▸ **What is expected**
Only the lines that hold the word "Santos" are wanted from this listing.

-----

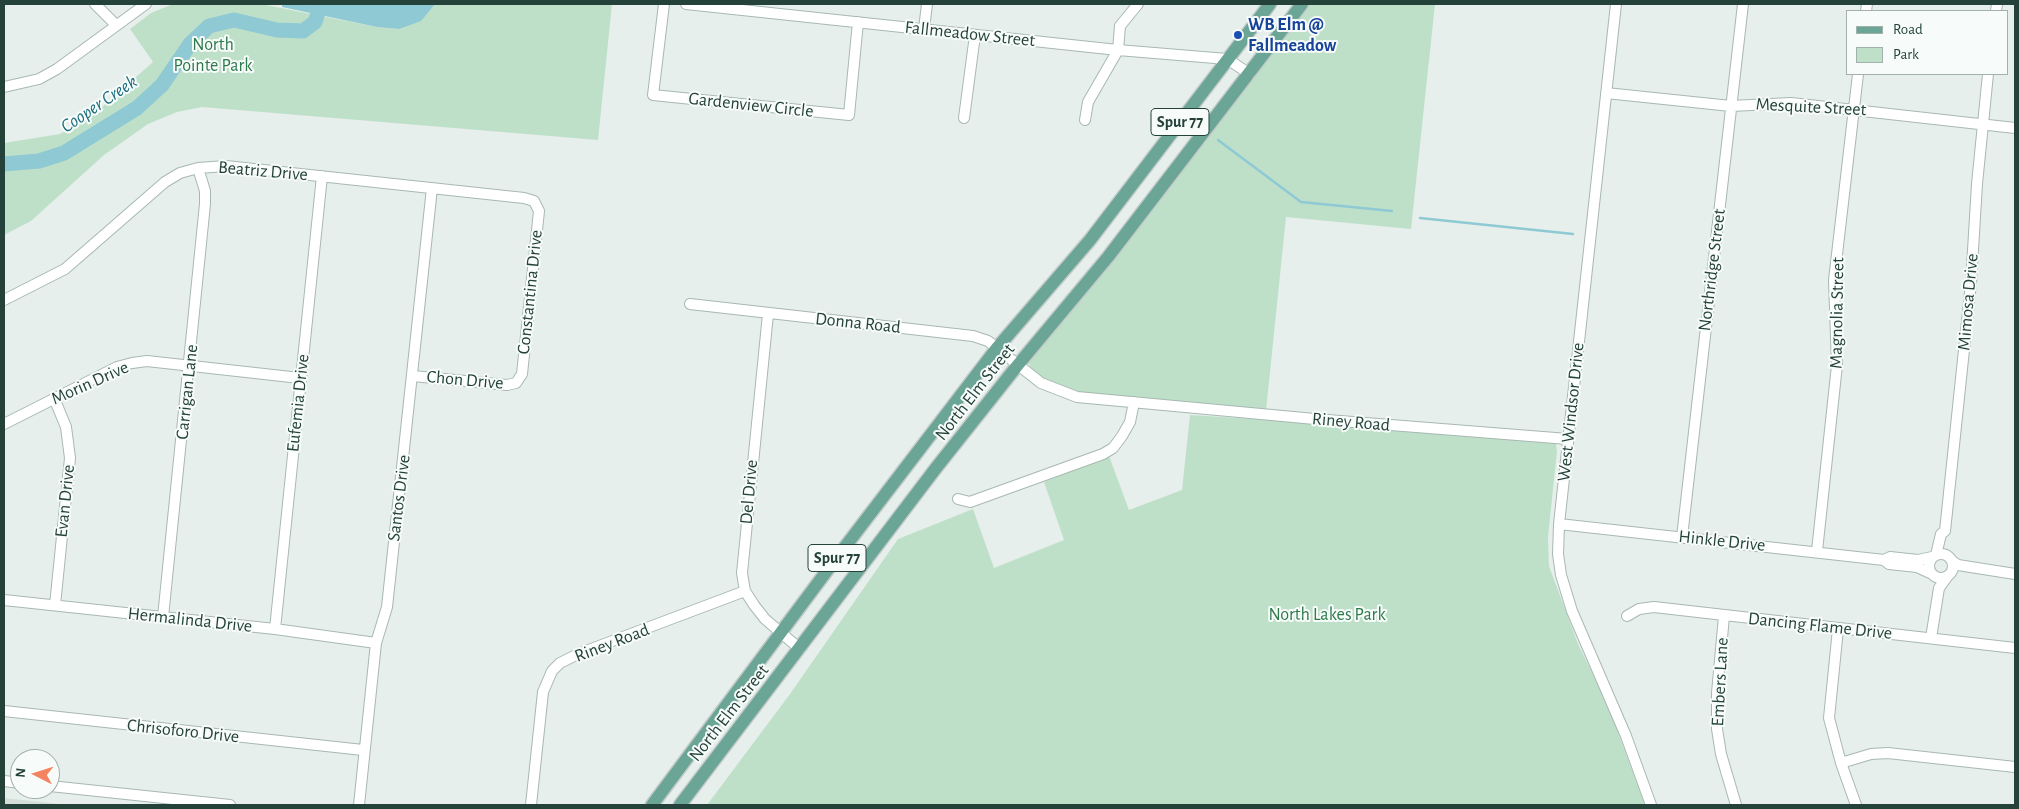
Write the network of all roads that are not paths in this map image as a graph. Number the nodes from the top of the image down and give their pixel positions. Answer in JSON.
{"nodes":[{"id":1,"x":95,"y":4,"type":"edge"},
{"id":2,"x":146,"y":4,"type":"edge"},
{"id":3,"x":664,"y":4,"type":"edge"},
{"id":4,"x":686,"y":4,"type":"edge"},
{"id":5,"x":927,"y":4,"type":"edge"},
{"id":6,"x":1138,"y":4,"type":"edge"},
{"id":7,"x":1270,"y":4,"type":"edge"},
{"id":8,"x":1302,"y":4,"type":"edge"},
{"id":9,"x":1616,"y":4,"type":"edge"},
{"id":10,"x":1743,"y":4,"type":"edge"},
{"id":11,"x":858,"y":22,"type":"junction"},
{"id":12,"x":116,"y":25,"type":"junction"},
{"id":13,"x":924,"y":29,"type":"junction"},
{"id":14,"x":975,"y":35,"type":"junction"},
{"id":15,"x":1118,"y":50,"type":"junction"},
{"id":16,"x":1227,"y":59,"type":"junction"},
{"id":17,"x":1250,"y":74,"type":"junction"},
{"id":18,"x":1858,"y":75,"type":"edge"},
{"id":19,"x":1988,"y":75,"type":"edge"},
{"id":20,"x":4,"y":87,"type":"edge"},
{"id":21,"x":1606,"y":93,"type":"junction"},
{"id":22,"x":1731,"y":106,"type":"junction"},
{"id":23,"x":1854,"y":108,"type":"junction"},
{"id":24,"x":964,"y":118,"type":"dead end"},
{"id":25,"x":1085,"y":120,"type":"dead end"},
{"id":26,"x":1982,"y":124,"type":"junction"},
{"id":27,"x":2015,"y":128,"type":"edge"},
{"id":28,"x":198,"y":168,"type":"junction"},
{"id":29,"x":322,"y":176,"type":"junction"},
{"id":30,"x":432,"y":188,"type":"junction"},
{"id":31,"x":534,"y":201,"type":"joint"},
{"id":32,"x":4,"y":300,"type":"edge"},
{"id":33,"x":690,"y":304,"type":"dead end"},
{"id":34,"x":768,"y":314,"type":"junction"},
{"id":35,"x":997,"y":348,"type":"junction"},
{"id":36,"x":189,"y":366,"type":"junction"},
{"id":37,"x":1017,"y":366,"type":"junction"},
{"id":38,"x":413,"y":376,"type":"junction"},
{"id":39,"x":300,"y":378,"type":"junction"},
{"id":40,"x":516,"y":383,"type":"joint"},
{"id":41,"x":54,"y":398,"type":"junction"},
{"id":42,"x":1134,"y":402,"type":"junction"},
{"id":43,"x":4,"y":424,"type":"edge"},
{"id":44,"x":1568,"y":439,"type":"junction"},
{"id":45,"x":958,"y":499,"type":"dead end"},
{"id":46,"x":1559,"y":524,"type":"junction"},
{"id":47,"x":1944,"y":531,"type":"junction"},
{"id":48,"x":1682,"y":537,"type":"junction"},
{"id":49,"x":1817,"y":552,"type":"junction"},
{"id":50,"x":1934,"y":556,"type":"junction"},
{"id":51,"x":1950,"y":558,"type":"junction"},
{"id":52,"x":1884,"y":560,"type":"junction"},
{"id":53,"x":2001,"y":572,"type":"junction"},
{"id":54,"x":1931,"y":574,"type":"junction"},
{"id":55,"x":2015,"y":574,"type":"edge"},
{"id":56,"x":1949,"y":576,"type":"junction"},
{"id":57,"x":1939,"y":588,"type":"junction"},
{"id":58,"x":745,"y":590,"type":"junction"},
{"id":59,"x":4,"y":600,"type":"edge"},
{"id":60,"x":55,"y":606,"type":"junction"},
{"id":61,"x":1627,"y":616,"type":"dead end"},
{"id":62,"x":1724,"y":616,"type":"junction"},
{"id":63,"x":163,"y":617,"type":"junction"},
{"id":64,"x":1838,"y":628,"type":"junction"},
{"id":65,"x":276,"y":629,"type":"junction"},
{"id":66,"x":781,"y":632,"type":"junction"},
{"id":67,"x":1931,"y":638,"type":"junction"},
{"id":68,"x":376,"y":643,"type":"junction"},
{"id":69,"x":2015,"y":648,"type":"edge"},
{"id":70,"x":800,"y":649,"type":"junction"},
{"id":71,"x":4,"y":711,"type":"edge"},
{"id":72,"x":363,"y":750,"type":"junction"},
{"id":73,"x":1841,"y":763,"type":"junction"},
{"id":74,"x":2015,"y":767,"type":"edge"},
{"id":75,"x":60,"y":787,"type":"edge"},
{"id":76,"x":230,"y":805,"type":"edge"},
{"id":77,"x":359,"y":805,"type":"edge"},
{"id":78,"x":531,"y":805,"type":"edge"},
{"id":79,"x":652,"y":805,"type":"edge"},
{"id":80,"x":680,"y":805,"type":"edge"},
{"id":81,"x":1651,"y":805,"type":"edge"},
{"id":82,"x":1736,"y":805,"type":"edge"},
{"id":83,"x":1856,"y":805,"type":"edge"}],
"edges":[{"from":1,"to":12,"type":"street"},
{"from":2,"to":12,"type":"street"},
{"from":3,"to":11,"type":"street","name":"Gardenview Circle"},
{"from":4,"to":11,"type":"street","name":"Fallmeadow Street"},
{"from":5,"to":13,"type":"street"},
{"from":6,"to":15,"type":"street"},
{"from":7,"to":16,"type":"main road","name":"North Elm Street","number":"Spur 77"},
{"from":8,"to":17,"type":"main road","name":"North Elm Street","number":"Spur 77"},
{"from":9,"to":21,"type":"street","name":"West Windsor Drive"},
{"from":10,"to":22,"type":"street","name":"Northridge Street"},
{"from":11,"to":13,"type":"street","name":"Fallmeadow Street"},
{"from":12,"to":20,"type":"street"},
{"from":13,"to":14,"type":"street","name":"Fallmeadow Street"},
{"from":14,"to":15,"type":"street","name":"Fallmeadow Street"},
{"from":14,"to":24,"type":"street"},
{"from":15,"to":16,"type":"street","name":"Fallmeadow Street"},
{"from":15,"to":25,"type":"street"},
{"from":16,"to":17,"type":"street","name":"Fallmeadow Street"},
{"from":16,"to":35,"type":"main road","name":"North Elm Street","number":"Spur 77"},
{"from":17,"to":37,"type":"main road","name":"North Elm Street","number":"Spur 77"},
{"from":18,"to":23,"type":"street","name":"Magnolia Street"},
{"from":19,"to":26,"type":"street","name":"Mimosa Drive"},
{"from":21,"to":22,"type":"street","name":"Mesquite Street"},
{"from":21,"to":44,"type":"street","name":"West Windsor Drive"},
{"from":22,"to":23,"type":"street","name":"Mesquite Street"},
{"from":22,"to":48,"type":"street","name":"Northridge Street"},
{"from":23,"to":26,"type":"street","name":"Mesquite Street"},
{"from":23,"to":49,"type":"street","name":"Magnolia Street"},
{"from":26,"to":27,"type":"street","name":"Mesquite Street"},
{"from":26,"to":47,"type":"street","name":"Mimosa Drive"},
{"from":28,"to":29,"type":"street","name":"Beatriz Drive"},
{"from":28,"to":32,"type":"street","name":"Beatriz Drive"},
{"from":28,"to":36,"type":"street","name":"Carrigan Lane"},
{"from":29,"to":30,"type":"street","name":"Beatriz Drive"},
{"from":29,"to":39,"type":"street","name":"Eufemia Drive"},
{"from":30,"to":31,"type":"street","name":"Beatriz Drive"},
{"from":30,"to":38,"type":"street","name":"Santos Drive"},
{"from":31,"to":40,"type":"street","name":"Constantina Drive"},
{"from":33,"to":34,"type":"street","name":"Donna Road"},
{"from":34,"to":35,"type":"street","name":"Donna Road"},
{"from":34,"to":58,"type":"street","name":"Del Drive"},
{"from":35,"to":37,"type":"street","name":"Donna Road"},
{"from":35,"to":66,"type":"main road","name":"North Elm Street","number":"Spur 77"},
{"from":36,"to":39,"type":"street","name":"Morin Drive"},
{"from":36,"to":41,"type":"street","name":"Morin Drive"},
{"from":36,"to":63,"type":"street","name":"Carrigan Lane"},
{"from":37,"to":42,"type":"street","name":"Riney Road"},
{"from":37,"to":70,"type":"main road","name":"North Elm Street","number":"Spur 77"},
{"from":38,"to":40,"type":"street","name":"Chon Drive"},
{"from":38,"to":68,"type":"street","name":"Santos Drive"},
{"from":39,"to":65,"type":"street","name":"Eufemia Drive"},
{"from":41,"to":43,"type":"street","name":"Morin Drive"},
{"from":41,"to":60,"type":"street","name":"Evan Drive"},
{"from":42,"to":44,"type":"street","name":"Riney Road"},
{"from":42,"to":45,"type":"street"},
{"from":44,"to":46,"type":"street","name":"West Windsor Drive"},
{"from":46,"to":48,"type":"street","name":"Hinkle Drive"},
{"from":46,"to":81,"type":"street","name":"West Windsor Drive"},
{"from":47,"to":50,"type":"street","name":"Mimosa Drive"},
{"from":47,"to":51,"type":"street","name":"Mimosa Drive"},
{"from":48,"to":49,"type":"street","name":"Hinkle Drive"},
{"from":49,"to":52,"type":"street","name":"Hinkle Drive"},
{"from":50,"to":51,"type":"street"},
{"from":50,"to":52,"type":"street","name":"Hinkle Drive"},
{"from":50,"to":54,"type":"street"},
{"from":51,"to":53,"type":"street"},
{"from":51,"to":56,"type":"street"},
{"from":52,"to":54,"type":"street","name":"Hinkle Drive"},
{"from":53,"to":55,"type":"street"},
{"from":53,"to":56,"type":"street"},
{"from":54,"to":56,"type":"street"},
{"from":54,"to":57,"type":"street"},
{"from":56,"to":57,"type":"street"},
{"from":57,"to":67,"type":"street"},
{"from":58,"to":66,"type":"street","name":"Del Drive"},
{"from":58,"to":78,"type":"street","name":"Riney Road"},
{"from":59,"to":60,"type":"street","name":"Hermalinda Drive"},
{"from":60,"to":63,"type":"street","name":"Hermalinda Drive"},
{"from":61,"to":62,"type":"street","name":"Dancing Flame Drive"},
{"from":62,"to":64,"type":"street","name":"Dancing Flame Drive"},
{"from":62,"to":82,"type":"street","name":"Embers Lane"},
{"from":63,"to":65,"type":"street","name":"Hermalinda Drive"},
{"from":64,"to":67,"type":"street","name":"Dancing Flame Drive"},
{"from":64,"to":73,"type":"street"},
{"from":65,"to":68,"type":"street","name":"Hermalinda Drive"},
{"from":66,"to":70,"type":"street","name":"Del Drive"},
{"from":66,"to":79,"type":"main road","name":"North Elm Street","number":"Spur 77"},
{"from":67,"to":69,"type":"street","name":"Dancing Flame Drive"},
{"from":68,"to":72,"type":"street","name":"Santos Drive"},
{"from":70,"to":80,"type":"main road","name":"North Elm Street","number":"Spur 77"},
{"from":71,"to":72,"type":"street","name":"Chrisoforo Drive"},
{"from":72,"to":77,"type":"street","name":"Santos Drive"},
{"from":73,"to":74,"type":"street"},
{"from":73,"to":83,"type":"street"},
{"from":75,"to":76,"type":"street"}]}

-----

▸ **Answer for the task**
{"from":30,"to":38,"type":"street","name":"Santos Drive"},
{"from":38,"to":68,"type":"street","name":"Santos Drive"},
{"from":68,"to":72,"type":"street","name":"Santos Drive"},
{"from":72,"to":77,"type":"street","name":"Santos Drive"},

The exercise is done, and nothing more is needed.